I asked if they could proof. All I wanted was a 1" strip FROM the printer, off the top or anywhere at 100% so I could see what quality my file was becaue I was not in the mood to pay for them to edit my file.
Next day, I come in to find two lovely reductions. Neatly printed 6x6 pictures of the two pieces I wanted to see the color balance for. The one I was going to have done on their canvas texture made me happy as a clam (it was not done on canvas, as that needs ordering, but it was all the right colors... in a week, they would have the paper) BUT the one I really needed the sample of looked very dark and dull, but since it was like 18th the size, I reasked them to print just ONE INCH of the file, 100% so I could see if it was the printing or the file. IF it was the file, I would go adjust it. That was Friday.... of course the guy who KNOWS how to run the press would not be in until MONDAY.
Noon monday I come to check.....:mad: I have this very impressive 4" strip but the image is double maybe triple the size...
(THAT took me ten minutes to get the attention of someone, just to pick up the proof!)
I stood for I would guess 15 more minutes, the girl calls across the work area..."Are you waiting for something?" I say yes. "Is it ok?" I say no.
5 more minutes... she yells, "What is the problem?" I explain it is impossible to tell what it will look like because it is way too large. She calls out to the man, nearer me asking why it is so big.... he says "I can't hear you." Continues doing what he is doing, which looks like punching buttons and diddling......3 more minutes...
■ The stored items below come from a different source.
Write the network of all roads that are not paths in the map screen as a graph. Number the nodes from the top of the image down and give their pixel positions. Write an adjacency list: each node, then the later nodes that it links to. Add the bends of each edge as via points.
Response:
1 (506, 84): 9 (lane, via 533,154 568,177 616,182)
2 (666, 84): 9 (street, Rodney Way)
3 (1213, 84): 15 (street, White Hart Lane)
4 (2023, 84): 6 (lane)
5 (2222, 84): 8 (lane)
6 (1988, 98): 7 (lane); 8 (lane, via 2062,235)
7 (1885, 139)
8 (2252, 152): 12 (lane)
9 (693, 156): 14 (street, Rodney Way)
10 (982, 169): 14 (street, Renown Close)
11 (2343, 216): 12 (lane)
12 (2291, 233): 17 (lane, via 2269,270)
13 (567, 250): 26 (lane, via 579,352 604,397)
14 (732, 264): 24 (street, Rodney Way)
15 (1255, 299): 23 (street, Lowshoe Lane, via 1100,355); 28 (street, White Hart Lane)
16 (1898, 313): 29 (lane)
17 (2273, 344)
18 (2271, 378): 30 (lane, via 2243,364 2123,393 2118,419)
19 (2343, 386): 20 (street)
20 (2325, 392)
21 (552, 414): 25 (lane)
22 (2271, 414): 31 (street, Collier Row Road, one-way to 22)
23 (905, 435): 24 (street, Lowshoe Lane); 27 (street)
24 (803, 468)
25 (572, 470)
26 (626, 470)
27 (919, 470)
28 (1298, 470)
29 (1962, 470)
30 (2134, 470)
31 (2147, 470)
He saunters close enough to her to hear and she asks again... "I printed what I got." she repeats it loudly to me.... I ask if it is because I got a 200 dpi file and she says that makes no difference..... :confused:
I explained I wanted it the same size as the final print. She yells to the guy who is actually closer to me than she is..."why is it big?"
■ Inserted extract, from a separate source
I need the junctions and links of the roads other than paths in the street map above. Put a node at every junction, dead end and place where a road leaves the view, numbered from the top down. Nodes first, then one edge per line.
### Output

At this point I enquired if the guy needed an interpretor, or was there any way I could possibly talk to him directly (YES it is as weird as it sounds to you...!) She explains he is the only.... inaudible.... and he is working.
5 more minutes....."... so can I just take this home and see what I can come up with to try to adjust it what I see wrong?"
"Sure" she calls out.
POOF! I am gone.... and I won't be back.
I NEVER imagined it would be SO hard!! I really think it is making me crazy because I am the only one who knows what I am talking about.
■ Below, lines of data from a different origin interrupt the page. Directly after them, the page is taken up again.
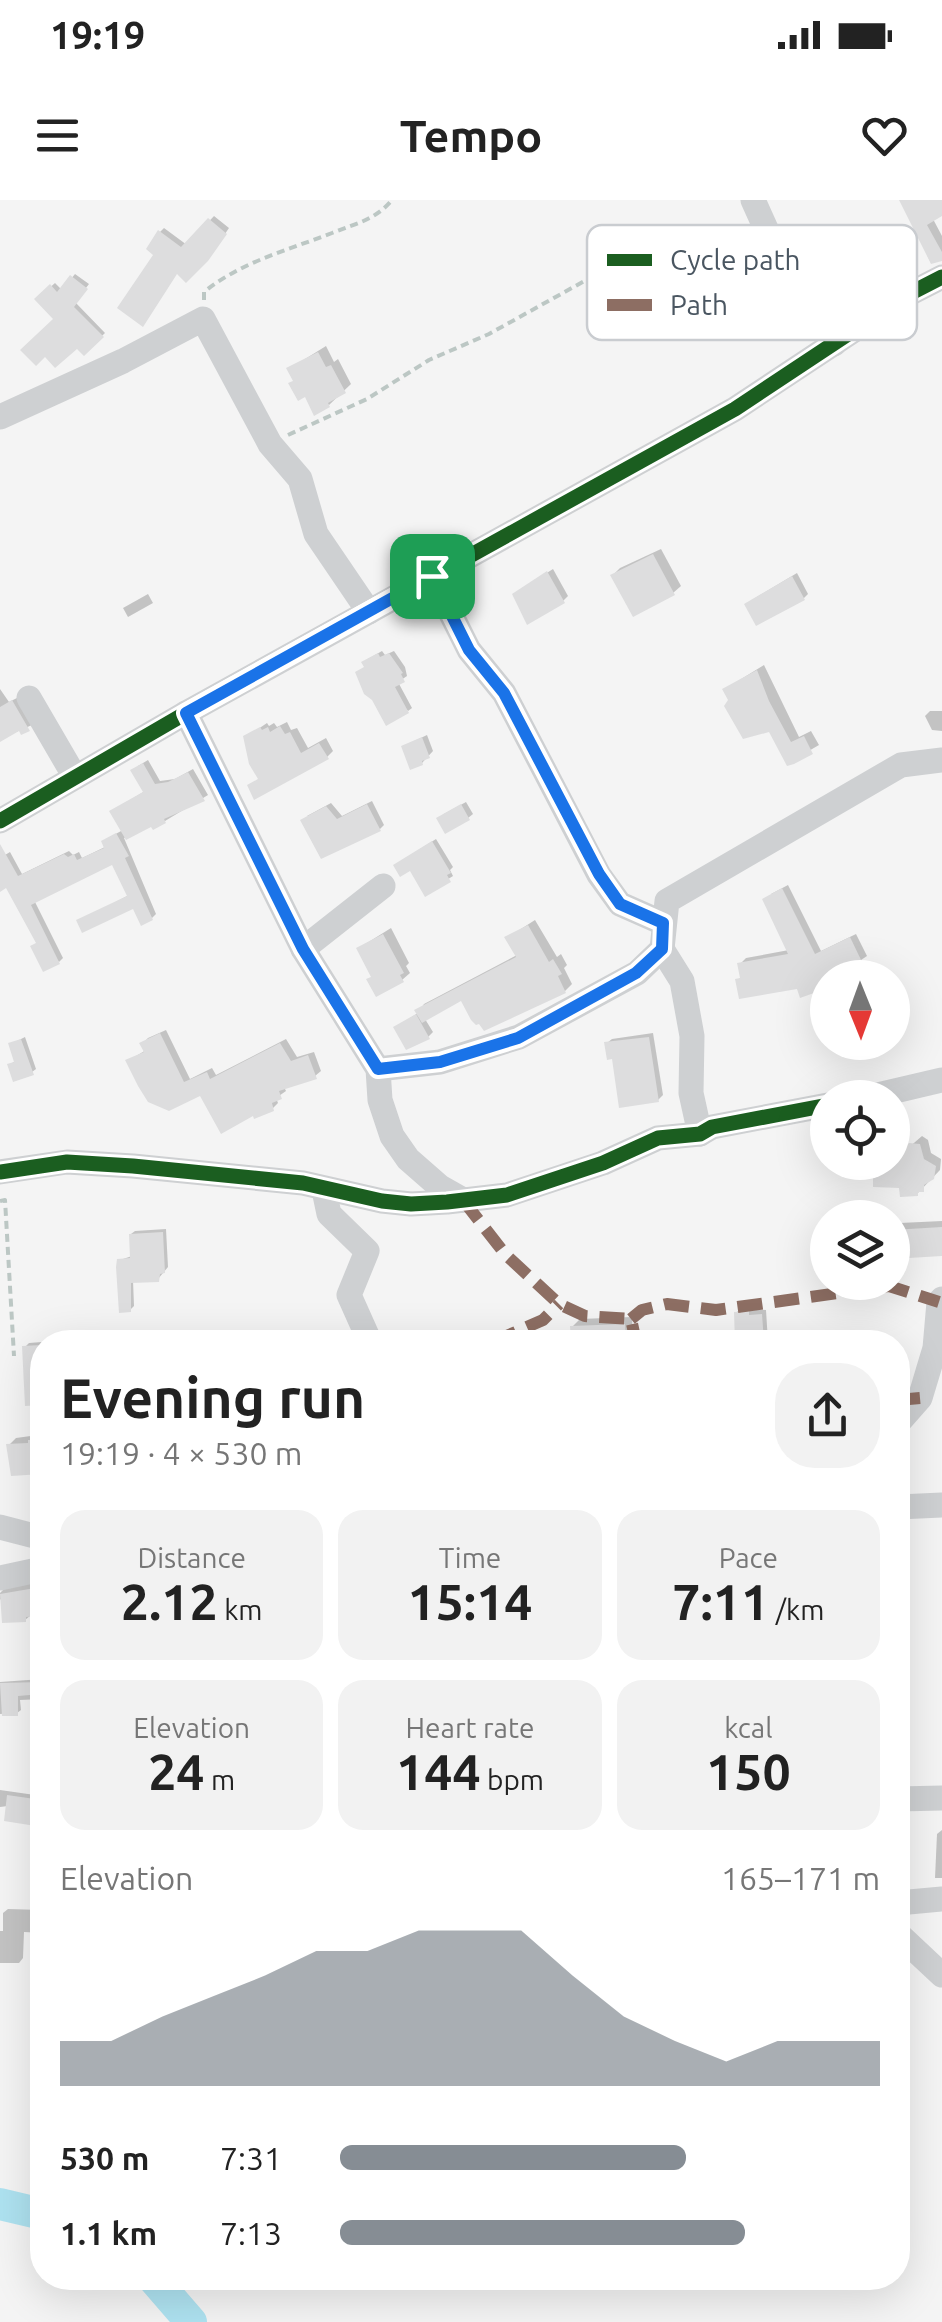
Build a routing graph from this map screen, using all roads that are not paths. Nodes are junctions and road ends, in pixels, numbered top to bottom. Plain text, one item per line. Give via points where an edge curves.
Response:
1 (752, 200) edge
2 (764, 225) edge
3 (942, 276) edge
4 (917, 290) edge
5 (831, 340) edge
6 (840, 340) edge
7 (834, 344) junction
8 (0, 417) edge
9 (432, 576) junction
10 (369, 612) junction
11 (29, 698) dead end
12 (186, 713) junction
13 (942, 760) edge
14 (75, 778) junction
15 (0, 820) edge
16 (383, 886) dead end
17 (663, 936) junction
18 (303, 949) junction
19 (378, 1069) junction
20 (942, 1080) edge
21 (910, 1087) edge
22 (810, 1108) edge
23 (700, 1134) junction
24 (0, 1172) edge
25 (324, 1190) junction
26 (464, 1200) junction
27 (942, 1299) edge
28 (364, 1330) edge
29 (910, 1409) edge
30 (942, 1504) edge
31 (910, 1506) edge
32 (0, 1527) edge
33 (30, 1535) edge
34 (30, 1571) edge
35 (0, 1578) edge
36 (942, 1798) edge
37 (910, 1799) edge
38 (942, 1898) edge
39 (910, 1902) edge
40 (910, 1945) edge
41 (942, 1975) edge

1 - 2 street
3 - 4 street
5 - 7 street
6 - 7 street
7 - 9 street via 735,410
8 - 10 street via 203,320 270,444 300,478 316,534
9 - 10 street
9 - 17 street via 469,650 504,693 599,874 620,904
10 - 12 street
11 - 14 street
12 - 14 street
12 - 18 street
13 - 17 street via 901,764 667,901
14 - 15 street
16 - 18 street
17 - 19 street via 636,973 518,1038 440,1062
17 - 23 street via 682,981 692,1036 690,1093
18 - 19 street
19 - 26 street via 392,1136 408,1159
20 - 21 street
22 - 23 street
23 - 26 street via 658,1138 546,1184
24 - 25 street via 67,1162
25 - 26 street via 411,1204
25 - 28 street via 329,1214 367,1251 348,1295
27 - 29 street via 920,1398
30 - 31 street
32 - 33 street
34 - 35 street
36 - 37 street
38 - 39 street
40 - 41 street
Many years ago I was in ad art. I know the difference between cymk and rgb and have corrected transparent printers proof and press runs (HECK I used to spec for linotype!!!!) and nobody does anything but push buttons! OUTTA MY WAY! I CAN PUSH THEM JUST AS WELL!!!
on to round two, but not this week.... I HOPE!!!
If Kinkos was a restaurant, it would be a fast-food hamburger joint that doesn't do it YOUR way, but just microwaves its precooked burgers.
04-25-2002, 11:38 AM
wow ... sorry to hear of all the troubles. I personally will never go back to kinkos after going there really only once to do some work. I brought several floppies holding page sized images at 300 dpi to print. They were flat colour images so they were pretty small gif files which could fit on floppies. The place was almost empty yet it still took almost 30 minutes for me to print those darn images. Their Photoshop would freeze for a bit at the open file box and then once an image was sent to the printer it would be minutes for the image to start printing. I forget the final price but I think it was like $25 Canadian for the 3 8.5"x11" printed sheets I got. So I'll never go back.